Firstly, I tried to find the "ifrs_Revenue" and change the word that is located next to "ifrs_Revenue"
, but it failed.
f = open(input_path +'/CIS' + "/16_1분기보고서_03_포괄손익계산서_연결_2212.txt")
while line:
if "ifrs_Revenue" in line:
s_line = line.split("\t")
idx = s_line.index("ifrs_Revenue")
value = s_line[idx+1]
value = value.replace(value,'매출액')
break
line = f.readline()
Then, I found another way to replace specific words in the same file at once.
def inplace_change(filename, old_string, new_string):
with open(filename) as f:
s = f.read()
if old_string not in s:
print('"{old_string}" not found in {filename}.'.format(**locals()))
return
with open(filename, 'w') as f:
print('Changing "{old_string}" to "{new_string}" in {filename}'.format(**locals()))
s = s.replace(old_string, new_string)
f.write(s)
b_list = os.listdir(input_path +'/CIS')
for blist in b_list:
for old, new in zip([' 지배기업의 소유주에게 귀속되는 당기순이익(손실)','수익(매출액)', '영업수익', '영업이익(손실)', '관리비및판매비', '영업관리비용(수익)',' 지배기업의 소유주지분' ],['당기순이익(지배)', '매출액', '매출액','영업이익', '판매비와관리비', '판매비와관리비','당기순이익(지배)' ]):
inplace_change(input_path +'/CIS'+ '/' + blist, old_string= old, new_string= new)
break
What I want is to uniformly change the word next to a specific word, but no matter how much I searched, I couldn't find a way, so I came here. I am a non-English speaking resident, so I ask for your understanding using a translator.
I am attaching a picture to help you understand. Non-English words are Korean: Picture
I made a simple example file that mimics the data you are using, all data is separated by tab characters ("\t"):
col1 col2 col3
randomwords ifrs_Revenue replaceme
morerandomwords ifrs_CostOfSales this_should_stay_the_same
asdfasdfasdf ifrs_Revenue alsoreplaceme
jajajajajaja ifrsGrossProfit this_should_not_be_replaced
I then use the pandas module to search through and find all locations where "col2" == "ifrs_Revenue". In your case, you will replace 'col2' with the name of your column. Same goes for "col3", you want to replace this with the column name you are replacing. The code is as follows:
import pandas as pd
df = pd.read_csv("example.txt", sep="\t") # read in data
# NOTE: make sure to replace "example.txt" with your own filename
print(df.head())
mask = df.col2 == "ifrs_Revenue" # create mask that finds all rows with "ifrs_Revenue"
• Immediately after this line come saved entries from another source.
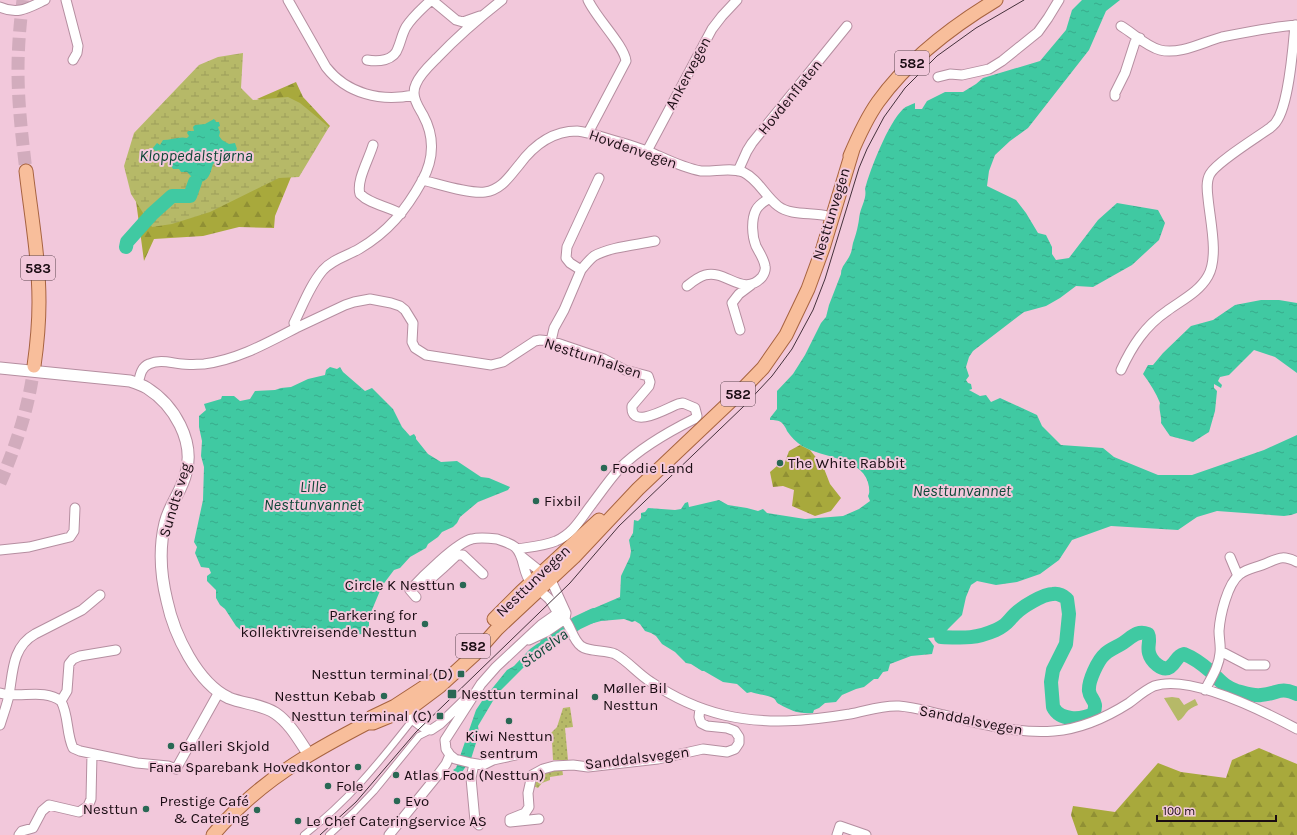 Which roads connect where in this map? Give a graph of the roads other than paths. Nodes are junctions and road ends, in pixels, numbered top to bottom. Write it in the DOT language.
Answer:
graph roads {
  1 [pos="45,0"];
  2 [pos="66,0"];
  3 [pos="288,0"];
  4 [pos="431,0"];
  5 [pos="502,0"];
  6 [pos="588,0"];
  7 [pos="737,0"];
  8 [pos="996,0"];
  9 [pos="1059,0"];
  10 [pos="0,7"];
  11 [pos="485,14"];
  12 [pos="1296,25"];
  13 [pos="847,26"];
  14 [pos="1122,26"];
  15 [pos="1140,38"];
  16 [pos="74,60"];
  17 [pos="367,60"];
  18 [pos="938,77"];
  19 [pos="1292,84"];
  20 [pos="414,95"];
  21 [pos="1115,96"];
  22 [pos="588,133"];
  23 [pos="373,145"];
  24 [pos="853,149"];
  25 [pos="647,151"];
  26 [pos="26,171"];
  27 [pos="738,171"];
  28 [pos="599,178"];
  29 [pos="422,180"];
  30 [pos="770,198"];
  31 [pos="401,214"];
  32 [pos="828,216"];
  33 [pos="655,241"];
  34 [pos="582,270"];
  35 [pos="812,279"];
  36 [pos="752,284"];
  37 [pos="687,286"];
  38 [pos="296,328"];
  39 [pos="740,330"];
  40 [pos="551,341"];
  41 [pos="34,366"];
  42 [pos="0,368"];
  43 [pos="1121,370"];
  44 [pos="138,384"];
  45 [pos="75,508"];
  46 [pos="0,550"];
  47 [pos="519,553"];
  48 [pos="1230,557"];
  49 [pos="1297,562"];
  50 [pos="440,566"];
  51 [pos="483,574"];
  52 [pos="546,576"];
  53 [pos="1238,576"];
  54 [pos="424,585"];
  55 [pos="534,587"];
  56 [pos="100,595"];
  57 [pos="416,597"];
  58 [pos="563,618"];
  59 [pos="116,650"];
  60 [pos="1220,652"];
  61 [pos="1265,665"];
  62 [pos="481,684"];
  63 [pos="1205,690"];
  64 [pos="219,692"];
  65 [pos="4,695"];
  66 [pos="423,699"];
  67 [pos="61,701"];
  68 [pos="700,708"];
  69 [pos="399,709"];
  70 [pos="412,721"];
  71 [pos="0,725"];
  72 [pos="1297,729"];
  73 [pos="431,730"];
  74 [pos="96,754"];
  75 [pos="309,755"];
  76 [pos="516,755"];
  77 [pos="452,757"];
  78 [pos="473,766"];
  79 [pos="539,819"];
  80 [pos="479,822"];
  81 [pos="18,835"];
  82 [pos="213,835"];
  83 [pos="304,835"];
  84 [pos="329,835"];
  85 [pos="389,835"];
  86 [pos="837,835"];
  87 [pos="866,835"];
  1 -- 10 [label="street"];
  2 -- 16 [label="street"];
  3 -- 20 [label="street"];
  4 -- 11 [label="street"];
  4 -- 17 [label="street"];
  5 -- 11 [label="street"];
  6 -- 22 [label="street"];
  7 -- 25 [label="street, Ankervegen"];
  8 -- 24 [label="main road, Nesttunvegen / 582"];
  9 -- 18 [label="street"];
  11 -- 20 [label="street"];
  12 -- 15 [label="street"];
  12 -- 19 [label="street"];
  13 -- 27 [label="street, Hovdenflaten"];
  14 -- 15 [label="street"];
  15 -- 21 [label="street"];
  19 -- 43 [label="street"];
  20 -- 29 [label="street"];
  22 -- 25 [label="street, Hovdenvegen"];
  22 -- 29 [label="street, Hovdenvegen"];
  23 -- 31 [label="street"];
  24 -- 32 [label="main road, Nesttunvegen / 582"];
  24 -- 35 [label="main road, Nesttunvegen / 582"];
  25 -- 27 [label="street, Hovdenvegen"];
  26 -- 41 [label="main road, 583"];
  27 -- 30 [label="street"];
  28 -- 34 [label="street"];
  29 -- 31 [label="street"];
  30 -- 32 [label="street"];
  30 -- 36 [label="street"];
  31 -- 38 [label="street"];
  32 -- 35 [label="main road, Nesttunvegen / 582"];
  33 -- 34 [label="street"];
  34 -- 40 [label="street"];
  35 -- 52 [label="main road, Nesttunvegen / 582"];
  36 -- 37 [label="street"];
  36 -- 39 [label="street"];
  38 -- 40 [label="street, Nesttunhalsen"];
  38 -- 44 [label="street"];
  40 -- 47 [label="street, Nesttunhalsen"];
  42 -- 44 [label="street, Sundts veg"];
  44 -- 64 [label="street, Sundts veg"];
  45 -- 46 [label="street"];
  47 -- 50 [label="street"];
  47 -- 52 [label="street"];
  47 -- 55 [label="street"];
  48 -- 53 [label="street"];
  49 -- 53 [label="street"];
  50 -- 51 [label="street"];
  50 -- 54 [label="street"];
  50 -- 57 [label="street"];
  52 -- 55 [label="main road, Nesttunvegen / 582"];
  52 -- 58 [label="street, Sanddalsvegen"];
  53 -- 60 [label="street"];
  55 -- 58 [label="street, Sanddalsvegen"];
  55 -- 66 [label="main road, Nesttunvegen / 582"];
  55 -- 69 [label="main road, Nesttunvegen / 582"];
  56 -- 65 [label="street"];
  58 -- 62 [label="street"];
  58 -- 68 [label="street, Sanddalsvegen"];
  59 -- 67 [label="street"];
  60 -- 61 [label="street"];
  60 -- 63 [label="street"];
  62 -- 73 [label="street"];
  62 -- 77 [label="street"];
  63 -- 68 [label="street, Sanddalsvegen"];
  63 -- 72 [label="street, Sanddalsvegen"];
  64 -- 74 [label="street"];
  64 -- 75 [label="street, Sundts veg"];
  65 -- 67 [label="street"];
  65 -- 71 [label="street"];
  66 -- 69 [label="main road, Nesttunvegen / 582"];
  66 -- 70 [label="street, Nesttunvegen"];
  67 -- 74 [label="street"];
  68 -- 79 [label="street, Sanddalsvegen"];
  69 -- 70 [label="street"];
  69 -- 75 [label="main road, Nesttunvegen / 582"];
  70 -- 73 [label="street"];
  70 -- 83 [label="street"];
  73 -- 84 [label="street"];
  74 -- 81 [label="street"];
  75 -- 82 [label="main road, Nesttunvegen / 582"];
  76 -- 78 [label="street"];
  77 -- 78 [label="street"];
  77 -- 85 [label="street"];
  78 -- 80 [label="street"];
  86 -- 87 [label="street"];
}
df.loc[mask, "col3"] = "REPLACED_VALUE" # "REPLACED_VALUE" will be the valie you want to use to replace
# also replace "col3" with the column you are replacing
print("=" * 50)
print(df.head())
df.to_csv("results.tsv", sep="\t") # this saves the results, change "results.tsv" to be whatever you want the save to be
These are the results:
col1 col2 col3
0 randomwords ifrs_Revenue REPLACED_VALUE
1 morerandomwords ifrs_CostOfSales this_should_stay_the_same
2 asdfasdfasdf ifrs_Revenue REPLACED_VALUE
3 jajajajajaja ifrsGrossProfit this_should_not_be_replaced
Let me know if you need any clarification!